Work required
Leave the pictures out. Return all other data exactly.

Data shown
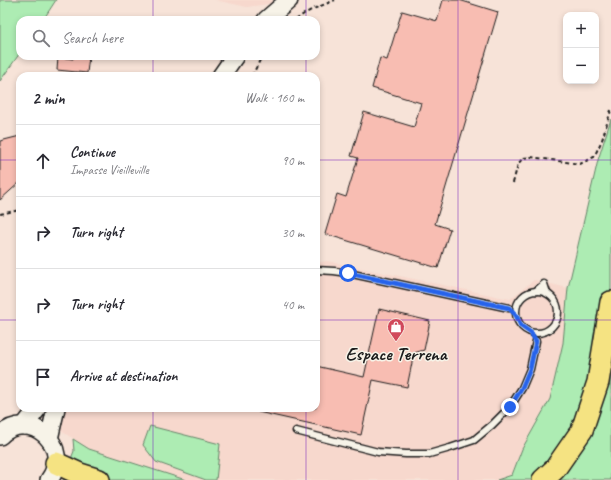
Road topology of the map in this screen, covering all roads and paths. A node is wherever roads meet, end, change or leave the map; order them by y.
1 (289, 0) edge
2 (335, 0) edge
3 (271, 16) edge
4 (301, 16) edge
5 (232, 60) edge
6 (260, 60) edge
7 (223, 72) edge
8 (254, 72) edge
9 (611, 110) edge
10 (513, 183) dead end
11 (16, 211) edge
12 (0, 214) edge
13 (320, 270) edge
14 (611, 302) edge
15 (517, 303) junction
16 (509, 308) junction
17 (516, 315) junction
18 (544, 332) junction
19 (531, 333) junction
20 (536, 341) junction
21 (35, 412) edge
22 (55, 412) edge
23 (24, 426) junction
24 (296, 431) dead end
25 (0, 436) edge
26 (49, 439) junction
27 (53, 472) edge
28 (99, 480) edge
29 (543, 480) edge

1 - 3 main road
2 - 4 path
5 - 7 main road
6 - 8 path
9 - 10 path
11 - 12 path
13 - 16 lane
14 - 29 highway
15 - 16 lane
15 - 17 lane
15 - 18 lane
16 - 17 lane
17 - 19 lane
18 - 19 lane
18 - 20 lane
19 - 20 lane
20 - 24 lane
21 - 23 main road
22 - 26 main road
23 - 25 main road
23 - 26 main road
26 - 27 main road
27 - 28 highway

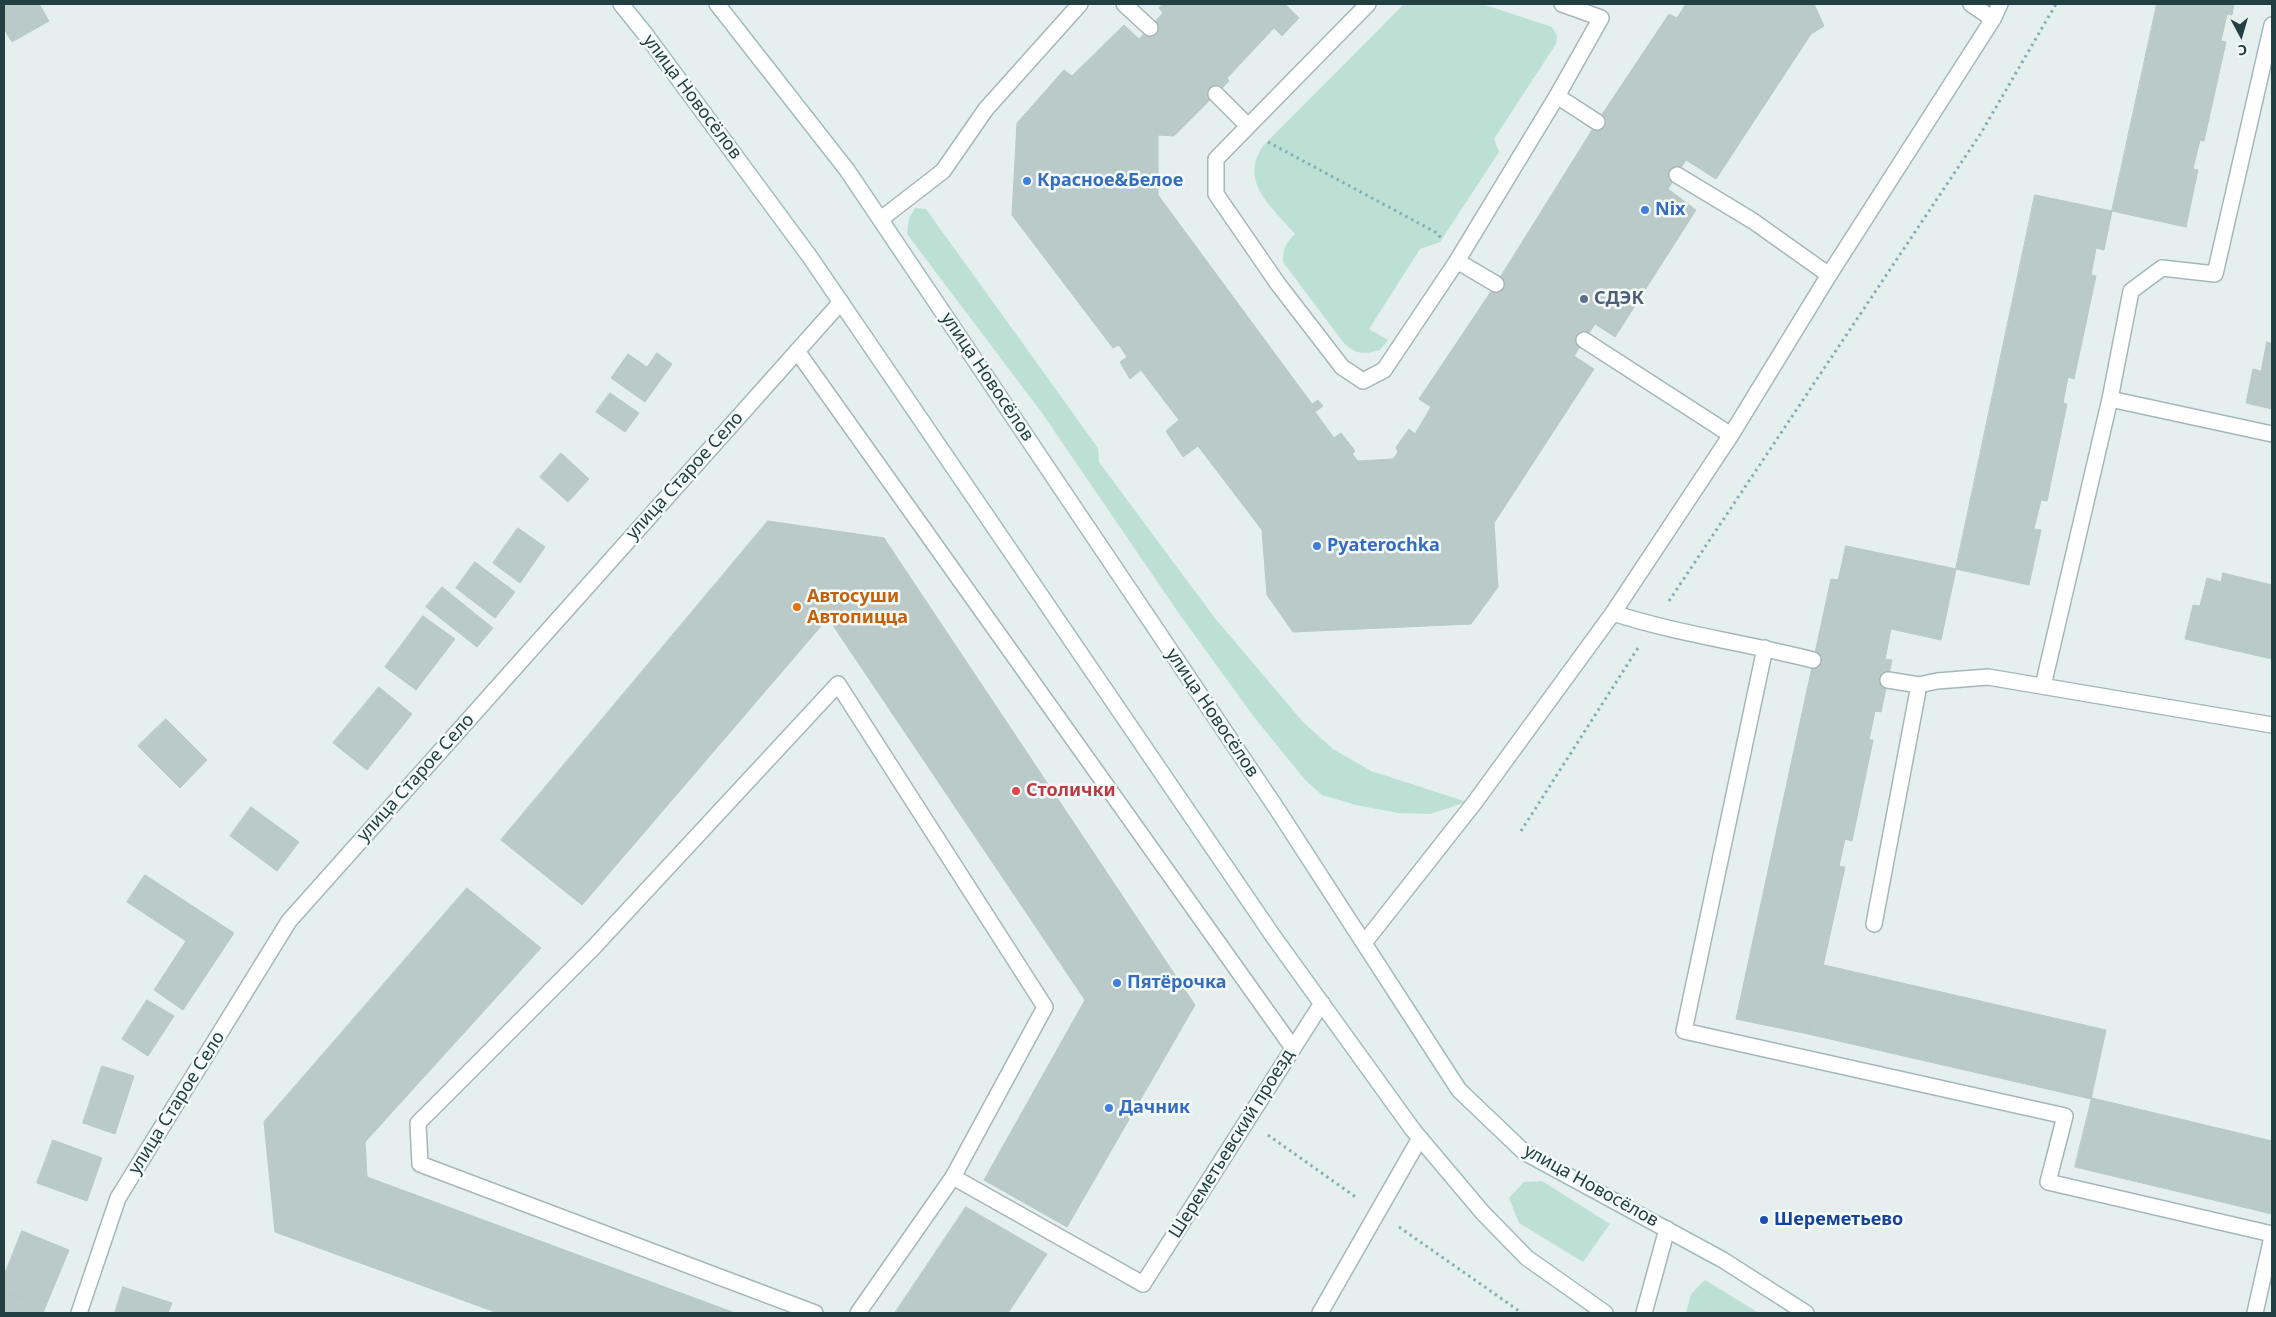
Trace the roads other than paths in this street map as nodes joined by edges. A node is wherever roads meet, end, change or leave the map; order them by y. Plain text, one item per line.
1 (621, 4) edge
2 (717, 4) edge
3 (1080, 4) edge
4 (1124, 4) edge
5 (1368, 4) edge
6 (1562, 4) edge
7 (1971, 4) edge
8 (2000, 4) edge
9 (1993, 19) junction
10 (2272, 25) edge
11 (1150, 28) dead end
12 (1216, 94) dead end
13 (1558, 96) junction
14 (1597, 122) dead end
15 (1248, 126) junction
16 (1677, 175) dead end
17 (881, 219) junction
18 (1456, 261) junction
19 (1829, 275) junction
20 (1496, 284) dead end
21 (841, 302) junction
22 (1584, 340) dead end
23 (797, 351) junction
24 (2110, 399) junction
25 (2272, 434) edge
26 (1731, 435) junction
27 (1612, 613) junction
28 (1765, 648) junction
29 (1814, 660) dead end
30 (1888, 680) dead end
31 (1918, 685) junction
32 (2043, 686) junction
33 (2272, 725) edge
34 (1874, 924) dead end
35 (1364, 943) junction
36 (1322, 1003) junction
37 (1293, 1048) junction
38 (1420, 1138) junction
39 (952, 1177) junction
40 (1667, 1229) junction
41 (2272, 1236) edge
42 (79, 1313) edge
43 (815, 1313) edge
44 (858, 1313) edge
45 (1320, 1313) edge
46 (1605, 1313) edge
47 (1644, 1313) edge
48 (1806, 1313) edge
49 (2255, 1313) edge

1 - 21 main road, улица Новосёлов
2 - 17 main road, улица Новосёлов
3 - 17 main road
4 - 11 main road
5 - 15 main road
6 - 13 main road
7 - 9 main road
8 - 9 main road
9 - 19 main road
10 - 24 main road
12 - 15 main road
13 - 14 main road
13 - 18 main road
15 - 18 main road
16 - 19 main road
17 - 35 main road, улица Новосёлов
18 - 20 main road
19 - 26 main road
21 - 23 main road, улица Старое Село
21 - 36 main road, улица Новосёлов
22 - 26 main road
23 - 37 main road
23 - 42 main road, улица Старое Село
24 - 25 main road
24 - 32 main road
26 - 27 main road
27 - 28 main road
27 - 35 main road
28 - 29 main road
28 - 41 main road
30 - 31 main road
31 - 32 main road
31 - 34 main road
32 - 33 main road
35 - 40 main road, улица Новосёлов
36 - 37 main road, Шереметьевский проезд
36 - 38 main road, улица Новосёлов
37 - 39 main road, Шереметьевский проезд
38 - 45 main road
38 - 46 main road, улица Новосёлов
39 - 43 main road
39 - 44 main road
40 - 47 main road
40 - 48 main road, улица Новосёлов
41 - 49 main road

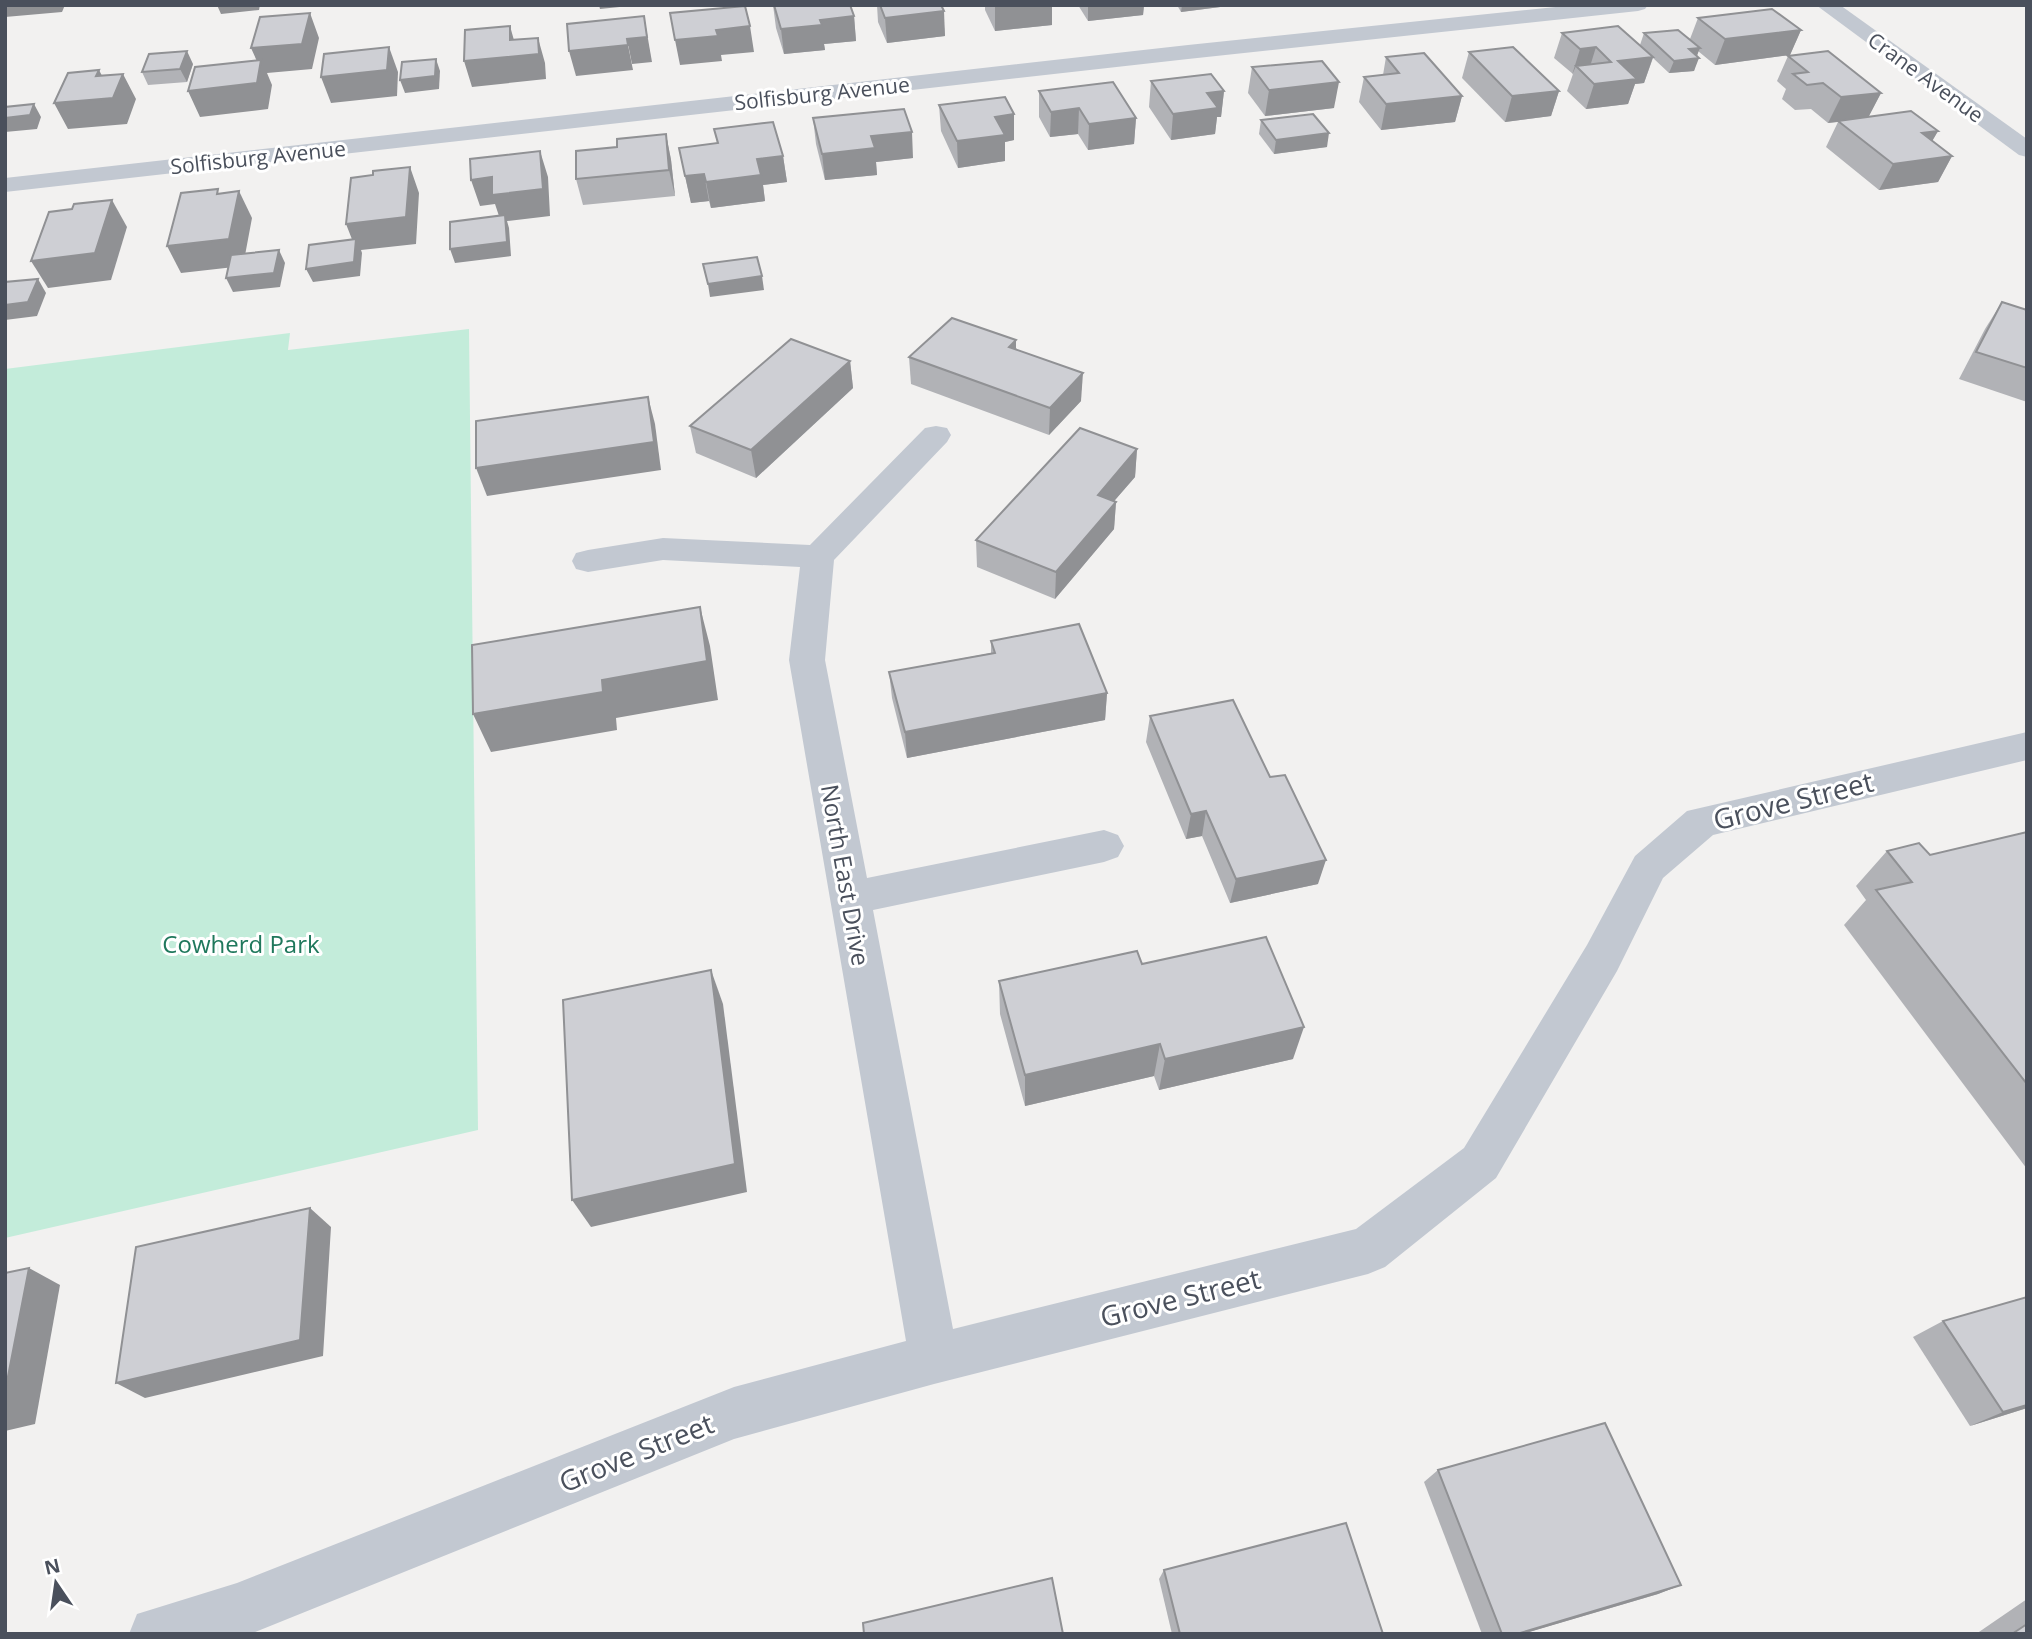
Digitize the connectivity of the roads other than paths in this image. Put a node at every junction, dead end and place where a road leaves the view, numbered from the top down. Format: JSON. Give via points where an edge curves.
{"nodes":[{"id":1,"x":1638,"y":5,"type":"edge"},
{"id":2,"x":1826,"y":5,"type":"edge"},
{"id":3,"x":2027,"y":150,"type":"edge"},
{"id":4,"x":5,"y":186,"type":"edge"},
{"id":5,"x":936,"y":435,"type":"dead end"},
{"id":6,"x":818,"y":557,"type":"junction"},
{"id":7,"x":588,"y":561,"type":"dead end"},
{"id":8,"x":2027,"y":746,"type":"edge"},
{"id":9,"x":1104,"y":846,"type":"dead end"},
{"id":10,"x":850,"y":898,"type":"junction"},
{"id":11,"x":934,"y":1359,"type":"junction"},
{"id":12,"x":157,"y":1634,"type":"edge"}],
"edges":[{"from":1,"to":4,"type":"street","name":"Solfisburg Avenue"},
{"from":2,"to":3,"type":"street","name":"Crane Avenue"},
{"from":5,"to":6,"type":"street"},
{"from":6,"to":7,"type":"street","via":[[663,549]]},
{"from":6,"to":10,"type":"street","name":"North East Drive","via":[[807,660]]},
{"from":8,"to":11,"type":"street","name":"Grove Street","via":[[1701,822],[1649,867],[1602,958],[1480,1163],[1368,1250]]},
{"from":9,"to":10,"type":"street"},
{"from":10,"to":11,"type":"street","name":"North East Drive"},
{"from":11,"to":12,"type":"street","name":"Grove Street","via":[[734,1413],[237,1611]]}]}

Answer to this problem
Road topology of the map in this screen, covering all roads and paths. A node is wherever roads meet, end, change or leave the map; order them by y.
1 (289, 0) edge
2 (335, 0) edge
3 (271, 16) edge
4 (301, 16) edge
5 (232, 60) edge
6 (260, 60) edge
7 (223, 72) edge
8 (254, 72) edge
9 (611, 110) edge
10 (513, 183) dead end
11 (16, 211) edge
12 (0, 214) edge
13 (320, 270) edge
14 (611, 302) edge
15 (517, 303) junction
16 (509, 308) junction
17 (516, 315) junction
18 (544, 332) junction
19 (531, 333) junction
20 (536, 341) junction
21 (35, 412) edge
22 (55, 412) edge
23 (24, 426) junction
24 (296, 431) dead end
25 (0, 436) edge
26 (49, 439) junction
27 (53, 472) edge
28 (99, 480) edge
29 (543, 480) edge

1 - 3 main road
2 - 4 path
5 - 7 main road
6 - 8 path
9 - 10 path
11 - 12 path
13 - 16 lane
14 - 29 highway
15 - 16 lane
15 - 17 lane
15 - 18 lane
16 - 17 lane
17 - 19 lane
18 - 19 lane
18 - 20 lane
19 - 20 lane
20 - 24 lane
21 - 23 main road
22 - 26 main road
23 - 25 main road
23 - 26 main road
26 - 27 main road
27 - 28 highway

Trace the roads other than paths in this street map as nodes joined by edges. A node is wherever roads meet, end, change or leave the map; order them by y. Plain text, one item per line.
1 (621, 4) edge
2 (717, 4) edge
3 (1080, 4) edge
4 (1124, 4) edge
5 (1368, 4) edge
6 (1562, 4) edge
7 (1971, 4) edge
8 (2000, 4) edge
9 (1993, 19) junction
10 (2272, 25) edge
11 (1150, 28) dead end
12 (1216, 94) dead end
13 (1558, 96) junction
14 (1597, 122) dead end
15 (1248, 126) junction
16 (1677, 175) dead end
17 (881, 219) junction
18 (1456, 261) junction
19 (1829, 275) junction
20 (1496, 284) dead end
21 (841, 302) junction
22 (1584, 340) dead end
23 (797, 351) junction
24 (2110, 399) junction
25 (2272, 434) edge
26 (1731, 435) junction
27 (1612, 613) junction
28 (1765, 648) junction
29 (1814, 660) dead end
30 (1888, 680) dead end
31 (1918, 685) junction
32 (2043, 686) junction
33 (2272, 725) edge
34 (1874, 924) dead end
35 (1364, 943) junction
36 (1322, 1003) junction
37 (1293, 1048) junction
38 (1420, 1138) junction
39 (952, 1177) junction
40 (1667, 1229) junction
41 (2272, 1236) edge
42 (79, 1313) edge
43 (815, 1313) edge
44 (858, 1313) edge
45 (1320, 1313) edge
46 (1605, 1313) edge
47 (1644, 1313) edge
48 (1806, 1313) edge
49 (2255, 1313) edge

1 - 21 main road, улица Новосёлов
2 - 17 main road, улица Новосёлов
3 - 17 main road
4 - 11 main road
5 - 15 main road
6 - 13 main road
7 - 9 main road
8 - 9 main road
9 - 19 main road
10 - 24 main road
12 - 15 main road
13 - 14 main road
13 - 18 main road
15 - 18 main road
16 - 19 main road
17 - 35 main road, улица Новосёлов
18 - 20 main road
19 - 26 main road
21 - 23 main road, улица Старое Село
21 - 36 main road, улица Новосёлов
22 - 26 main road
23 - 37 main road
23 - 42 main road, улица Старое Село
24 - 25 main road
24 - 32 main road
26 - 27 main road
27 - 28 main road
27 - 35 main road
28 - 29 main road
28 - 41 main road
30 - 31 main road
31 - 32 main road
31 - 34 main road
32 - 33 main road
35 - 40 main road, улица Новосёлов
36 - 37 main road, Шереметьевский проезд
36 - 38 main road, улица Новосёлов
37 - 39 main road, Шереметьевский проезд
38 - 45 main road
38 - 46 main road, улица Новосёлов
39 - 43 main road
39 - 44 main road
40 - 47 main road
40 - 48 main road, улица Новосёлов
41 - 49 main road

Digitize the connectivity of the roads other than paths in this image. Put a node at every junction, dead end and place where a road leaves the view, numbered from the top down. Format: JSON. Give via points where an edge curves.
{"nodes":[{"id":1,"x":1638,"y":5,"type":"edge"},
{"id":2,"x":1826,"y":5,"type":"edge"},
{"id":3,"x":2027,"y":150,"type":"edge"},
{"id":4,"x":5,"y":186,"type":"edge"},
{"id":5,"x":936,"y":435,"type":"dead end"},
{"id":6,"x":818,"y":557,"type":"junction"},
{"id":7,"x":588,"y":561,"type":"dead end"},
{"id":8,"x":2027,"y":746,"type":"edge"},
{"id":9,"x":1104,"y":846,"type":"dead end"},
{"id":10,"x":850,"y":898,"type":"junction"},
{"id":11,"x":934,"y":1359,"type":"junction"},
{"id":12,"x":157,"y":1634,"type":"edge"}],
"edges":[{"from":1,"to":4,"type":"street","name":"Solfisburg Avenue"},
{"from":2,"to":3,"type":"street","name":"Crane Avenue"},
{"from":5,"to":6,"type":"street"},
{"from":6,"to":7,"type":"street","via":[[663,549]]},
{"from":6,"to":10,"type":"street","name":"North East Drive","via":[[807,660]]},
{"from":8,"to":11,"type":"street","name":"Grove Street","via":[[1701,822],[1649,867],[1602,958],[1480,1163],[1368,1250]]},
{"from":9,"to":10,"type":"street"},
{"from":10,"to":11,"type":"street","name":"North East Drive"},
{"from":11,"to":12,"type":"street","name":"Grove Street","via":[[734,1413],[237,1611]]}]}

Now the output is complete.